Collection entries
========================================

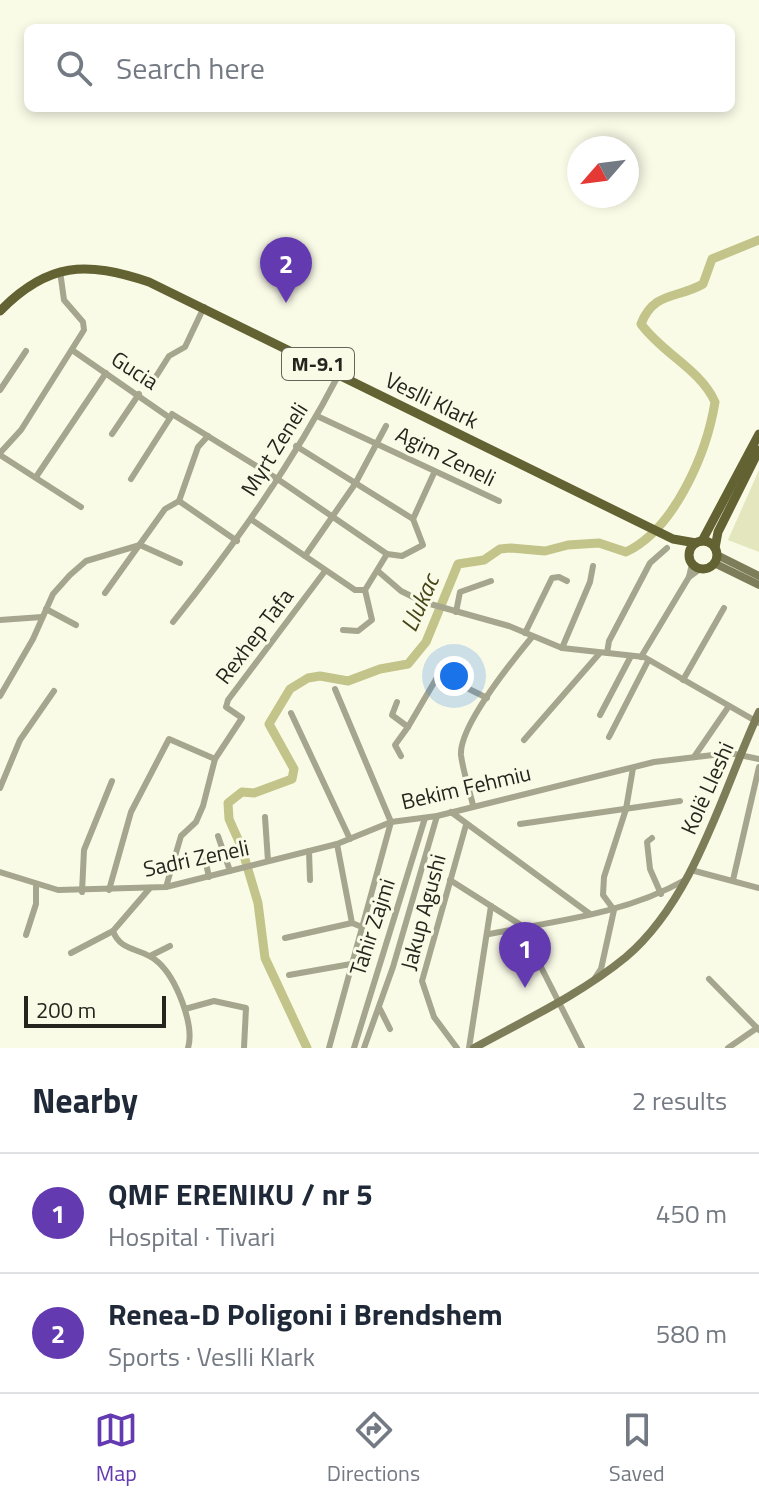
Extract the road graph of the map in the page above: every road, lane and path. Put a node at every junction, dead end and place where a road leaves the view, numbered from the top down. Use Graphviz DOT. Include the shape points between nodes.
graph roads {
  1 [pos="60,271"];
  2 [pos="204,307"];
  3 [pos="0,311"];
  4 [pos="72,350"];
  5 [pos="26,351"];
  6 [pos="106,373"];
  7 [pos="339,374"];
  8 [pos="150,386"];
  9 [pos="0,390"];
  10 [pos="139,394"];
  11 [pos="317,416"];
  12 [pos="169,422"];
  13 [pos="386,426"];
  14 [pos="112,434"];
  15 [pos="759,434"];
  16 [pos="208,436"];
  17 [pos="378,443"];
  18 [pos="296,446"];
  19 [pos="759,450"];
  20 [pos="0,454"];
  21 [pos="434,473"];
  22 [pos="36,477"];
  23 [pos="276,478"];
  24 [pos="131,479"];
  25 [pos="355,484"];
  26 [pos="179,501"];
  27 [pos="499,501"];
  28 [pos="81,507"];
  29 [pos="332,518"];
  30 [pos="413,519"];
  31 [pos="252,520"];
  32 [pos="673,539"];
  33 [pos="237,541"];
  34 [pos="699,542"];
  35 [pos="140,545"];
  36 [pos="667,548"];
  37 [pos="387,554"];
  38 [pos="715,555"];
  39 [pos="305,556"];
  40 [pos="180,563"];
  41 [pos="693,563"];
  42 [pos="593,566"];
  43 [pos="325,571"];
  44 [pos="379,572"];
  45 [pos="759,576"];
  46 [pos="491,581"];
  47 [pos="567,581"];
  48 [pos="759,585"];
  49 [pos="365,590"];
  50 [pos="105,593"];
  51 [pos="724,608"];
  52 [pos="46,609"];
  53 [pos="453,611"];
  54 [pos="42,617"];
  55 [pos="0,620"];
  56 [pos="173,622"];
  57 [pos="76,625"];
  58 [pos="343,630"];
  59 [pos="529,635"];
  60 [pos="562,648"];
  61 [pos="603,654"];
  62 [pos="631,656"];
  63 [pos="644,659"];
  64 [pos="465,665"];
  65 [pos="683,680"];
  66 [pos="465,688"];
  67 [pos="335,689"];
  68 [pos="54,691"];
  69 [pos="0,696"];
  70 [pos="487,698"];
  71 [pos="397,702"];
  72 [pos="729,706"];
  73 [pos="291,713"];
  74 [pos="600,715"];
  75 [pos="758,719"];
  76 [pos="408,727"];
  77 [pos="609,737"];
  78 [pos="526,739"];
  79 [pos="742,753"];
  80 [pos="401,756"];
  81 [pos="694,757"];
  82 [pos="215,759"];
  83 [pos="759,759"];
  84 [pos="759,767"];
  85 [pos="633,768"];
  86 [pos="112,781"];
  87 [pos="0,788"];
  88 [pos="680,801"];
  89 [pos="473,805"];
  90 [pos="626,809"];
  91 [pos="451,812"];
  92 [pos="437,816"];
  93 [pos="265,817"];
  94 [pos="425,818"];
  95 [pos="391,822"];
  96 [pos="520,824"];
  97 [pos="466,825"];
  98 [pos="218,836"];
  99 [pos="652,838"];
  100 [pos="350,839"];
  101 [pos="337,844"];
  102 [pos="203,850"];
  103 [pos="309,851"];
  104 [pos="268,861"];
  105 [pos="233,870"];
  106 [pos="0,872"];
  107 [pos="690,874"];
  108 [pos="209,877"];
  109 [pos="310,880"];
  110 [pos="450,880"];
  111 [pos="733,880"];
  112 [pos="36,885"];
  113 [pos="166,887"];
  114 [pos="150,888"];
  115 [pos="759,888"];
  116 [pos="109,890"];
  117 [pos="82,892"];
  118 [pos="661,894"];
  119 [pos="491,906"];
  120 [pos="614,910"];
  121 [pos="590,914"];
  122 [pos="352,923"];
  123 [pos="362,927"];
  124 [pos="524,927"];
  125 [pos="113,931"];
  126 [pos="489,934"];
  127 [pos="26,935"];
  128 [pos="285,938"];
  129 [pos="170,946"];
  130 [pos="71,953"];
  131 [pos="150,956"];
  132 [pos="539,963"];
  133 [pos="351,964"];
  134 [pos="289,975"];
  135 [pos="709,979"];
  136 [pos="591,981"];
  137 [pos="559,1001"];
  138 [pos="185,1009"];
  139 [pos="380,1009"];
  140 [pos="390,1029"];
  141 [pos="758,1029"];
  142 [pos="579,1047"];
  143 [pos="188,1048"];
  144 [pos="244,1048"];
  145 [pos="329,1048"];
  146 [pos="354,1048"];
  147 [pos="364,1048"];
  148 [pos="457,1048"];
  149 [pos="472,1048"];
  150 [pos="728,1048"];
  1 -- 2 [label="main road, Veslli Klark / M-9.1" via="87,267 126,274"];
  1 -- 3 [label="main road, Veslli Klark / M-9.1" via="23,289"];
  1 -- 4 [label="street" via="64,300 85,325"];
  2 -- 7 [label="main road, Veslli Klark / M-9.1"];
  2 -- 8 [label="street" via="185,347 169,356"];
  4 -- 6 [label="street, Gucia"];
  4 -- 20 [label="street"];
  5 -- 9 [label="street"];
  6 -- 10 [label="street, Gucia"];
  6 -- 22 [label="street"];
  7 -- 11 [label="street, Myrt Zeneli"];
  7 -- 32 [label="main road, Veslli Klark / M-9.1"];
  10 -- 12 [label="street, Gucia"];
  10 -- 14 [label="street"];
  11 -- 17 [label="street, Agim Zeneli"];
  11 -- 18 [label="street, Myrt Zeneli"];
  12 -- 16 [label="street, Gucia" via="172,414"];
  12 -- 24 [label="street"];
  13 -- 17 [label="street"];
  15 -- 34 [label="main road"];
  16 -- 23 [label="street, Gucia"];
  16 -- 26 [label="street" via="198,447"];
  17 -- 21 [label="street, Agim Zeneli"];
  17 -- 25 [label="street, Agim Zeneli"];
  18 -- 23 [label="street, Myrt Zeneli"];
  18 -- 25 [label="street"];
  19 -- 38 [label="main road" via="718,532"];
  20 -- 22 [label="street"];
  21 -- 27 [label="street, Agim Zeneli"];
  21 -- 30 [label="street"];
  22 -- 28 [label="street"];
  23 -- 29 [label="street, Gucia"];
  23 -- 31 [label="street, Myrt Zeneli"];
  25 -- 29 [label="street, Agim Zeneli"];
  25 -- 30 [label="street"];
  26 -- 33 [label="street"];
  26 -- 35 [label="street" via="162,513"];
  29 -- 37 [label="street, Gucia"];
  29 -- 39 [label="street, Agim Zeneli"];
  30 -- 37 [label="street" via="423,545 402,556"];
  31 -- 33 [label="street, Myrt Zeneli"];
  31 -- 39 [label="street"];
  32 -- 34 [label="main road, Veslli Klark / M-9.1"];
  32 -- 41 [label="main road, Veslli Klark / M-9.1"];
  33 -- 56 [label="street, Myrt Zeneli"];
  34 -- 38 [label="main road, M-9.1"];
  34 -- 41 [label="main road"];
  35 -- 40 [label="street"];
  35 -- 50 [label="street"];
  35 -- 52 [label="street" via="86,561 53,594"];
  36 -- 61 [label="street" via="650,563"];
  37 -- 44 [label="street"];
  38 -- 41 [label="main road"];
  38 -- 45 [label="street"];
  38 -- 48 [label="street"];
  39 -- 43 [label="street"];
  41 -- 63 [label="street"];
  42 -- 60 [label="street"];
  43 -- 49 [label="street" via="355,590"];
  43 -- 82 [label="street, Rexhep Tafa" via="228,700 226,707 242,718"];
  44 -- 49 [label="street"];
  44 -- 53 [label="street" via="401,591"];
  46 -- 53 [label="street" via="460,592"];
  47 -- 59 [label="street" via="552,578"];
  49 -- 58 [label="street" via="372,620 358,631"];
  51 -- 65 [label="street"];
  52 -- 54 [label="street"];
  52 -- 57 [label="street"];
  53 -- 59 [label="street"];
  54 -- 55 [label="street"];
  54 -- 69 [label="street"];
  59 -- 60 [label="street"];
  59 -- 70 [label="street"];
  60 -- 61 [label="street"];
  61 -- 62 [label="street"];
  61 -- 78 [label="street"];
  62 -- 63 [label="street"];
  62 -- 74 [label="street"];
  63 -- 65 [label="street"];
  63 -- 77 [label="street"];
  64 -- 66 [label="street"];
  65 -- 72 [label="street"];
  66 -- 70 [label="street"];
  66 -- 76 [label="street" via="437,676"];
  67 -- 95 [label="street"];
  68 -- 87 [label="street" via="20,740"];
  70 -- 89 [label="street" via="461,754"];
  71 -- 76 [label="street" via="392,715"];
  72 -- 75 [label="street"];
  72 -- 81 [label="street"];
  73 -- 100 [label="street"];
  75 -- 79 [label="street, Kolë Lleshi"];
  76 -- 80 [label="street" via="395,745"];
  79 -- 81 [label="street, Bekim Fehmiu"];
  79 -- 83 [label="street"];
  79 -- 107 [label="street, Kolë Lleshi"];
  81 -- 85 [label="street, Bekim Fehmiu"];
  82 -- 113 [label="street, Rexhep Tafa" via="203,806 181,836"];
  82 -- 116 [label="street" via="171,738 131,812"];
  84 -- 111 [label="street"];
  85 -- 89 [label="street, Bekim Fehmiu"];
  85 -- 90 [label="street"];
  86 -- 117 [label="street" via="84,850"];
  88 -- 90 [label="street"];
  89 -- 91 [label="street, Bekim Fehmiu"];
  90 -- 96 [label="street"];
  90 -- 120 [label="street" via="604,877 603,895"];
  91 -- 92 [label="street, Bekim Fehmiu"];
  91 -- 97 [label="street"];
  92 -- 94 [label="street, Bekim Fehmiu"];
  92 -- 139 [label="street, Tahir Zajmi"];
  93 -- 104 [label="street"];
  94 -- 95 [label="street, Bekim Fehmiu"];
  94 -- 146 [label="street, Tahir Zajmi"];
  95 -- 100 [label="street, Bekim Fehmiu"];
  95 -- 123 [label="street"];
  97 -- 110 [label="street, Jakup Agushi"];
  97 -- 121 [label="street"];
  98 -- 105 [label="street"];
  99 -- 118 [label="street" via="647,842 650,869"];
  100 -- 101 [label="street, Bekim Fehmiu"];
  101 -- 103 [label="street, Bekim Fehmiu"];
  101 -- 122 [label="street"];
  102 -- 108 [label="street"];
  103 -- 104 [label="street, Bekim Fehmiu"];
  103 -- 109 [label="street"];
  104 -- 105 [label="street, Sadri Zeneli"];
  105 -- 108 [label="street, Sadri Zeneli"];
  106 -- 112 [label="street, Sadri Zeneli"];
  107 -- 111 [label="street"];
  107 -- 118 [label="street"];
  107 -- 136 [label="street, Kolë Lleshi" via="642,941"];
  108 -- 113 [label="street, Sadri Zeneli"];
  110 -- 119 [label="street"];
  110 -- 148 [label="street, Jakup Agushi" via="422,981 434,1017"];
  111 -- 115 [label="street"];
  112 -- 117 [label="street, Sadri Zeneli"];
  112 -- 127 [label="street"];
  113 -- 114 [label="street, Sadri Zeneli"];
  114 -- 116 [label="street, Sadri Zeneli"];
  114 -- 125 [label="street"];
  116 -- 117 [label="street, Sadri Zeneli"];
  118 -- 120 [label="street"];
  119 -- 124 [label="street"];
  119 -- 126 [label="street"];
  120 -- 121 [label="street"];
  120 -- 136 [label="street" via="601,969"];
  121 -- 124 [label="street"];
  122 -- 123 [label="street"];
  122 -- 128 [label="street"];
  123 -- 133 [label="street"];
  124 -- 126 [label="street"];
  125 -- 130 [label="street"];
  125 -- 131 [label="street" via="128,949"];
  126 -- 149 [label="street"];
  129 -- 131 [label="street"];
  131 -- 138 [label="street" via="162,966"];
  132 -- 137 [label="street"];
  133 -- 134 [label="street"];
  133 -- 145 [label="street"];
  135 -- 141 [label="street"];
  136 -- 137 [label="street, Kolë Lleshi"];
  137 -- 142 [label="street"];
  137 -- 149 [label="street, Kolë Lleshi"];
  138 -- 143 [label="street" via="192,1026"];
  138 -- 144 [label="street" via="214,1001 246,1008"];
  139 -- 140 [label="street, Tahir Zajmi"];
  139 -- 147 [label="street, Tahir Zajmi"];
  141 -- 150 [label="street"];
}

========================================

→ Exercise description: For the string "Tafa", filter the data and copy out each line where it occurs.

→ Task answer:
  43 -- 82 [label="street, Rexhep Tafa" via="228,700 226,707 242,718"];
  82 -- 113 [label="street, Rexhep Tafa" via="203,806 181,836"];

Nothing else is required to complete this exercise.